═════ Material provided
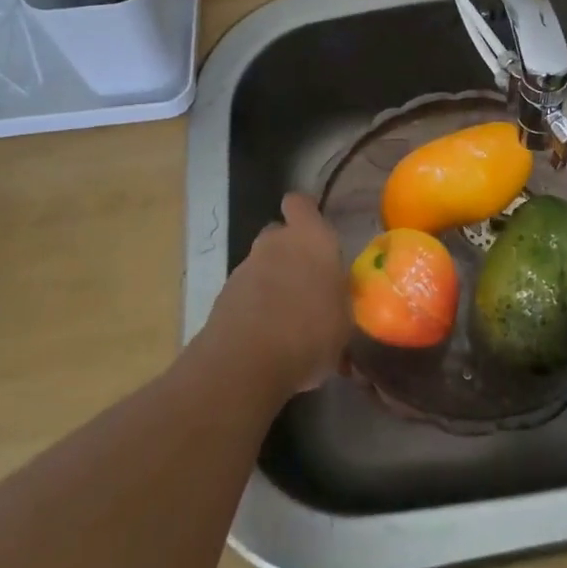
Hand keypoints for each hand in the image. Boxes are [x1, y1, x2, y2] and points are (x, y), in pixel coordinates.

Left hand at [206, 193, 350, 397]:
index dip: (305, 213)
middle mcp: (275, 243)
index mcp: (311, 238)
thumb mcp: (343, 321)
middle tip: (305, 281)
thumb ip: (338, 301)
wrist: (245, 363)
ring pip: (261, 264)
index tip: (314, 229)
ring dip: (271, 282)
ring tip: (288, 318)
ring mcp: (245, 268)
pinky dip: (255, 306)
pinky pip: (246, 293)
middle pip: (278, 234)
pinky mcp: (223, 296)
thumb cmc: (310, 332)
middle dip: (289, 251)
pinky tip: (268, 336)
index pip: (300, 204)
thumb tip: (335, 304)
══════════
Exercise -
Full transcription without images: please go through the records and repeat them exactly.

Task output -
Hand keypoints for each hand in the image. Boxes are [x1, y1, x2, y2] and points are (x, y), in pixel coordinates.

Left hand at [206, 193, 350, 397]:
index dip: (305, 213)
middle mcp: (275, 243)
index mcp: (311, 238)
thumb mcp: (343, 321)
middle tip: (305, 281)
thumb ip: (338, 301)
wrist: (245, 363)
ring pip: (261, 264)
index tip: (314, 229)
ring dip: (271, 282)
ring tip: (288, 318)
ring mcp: (245, 268)
pinky dip: (255, 306)
pinky pip: (246, 293)
middle pip: (278, 234)
pinky mcp: (223, 296)
thumb cmc: (310, 332)
middle dip: (289, 251)
pinky tip: (268, 336)
index pip: (300, 204)
thumb tip: (335, 304)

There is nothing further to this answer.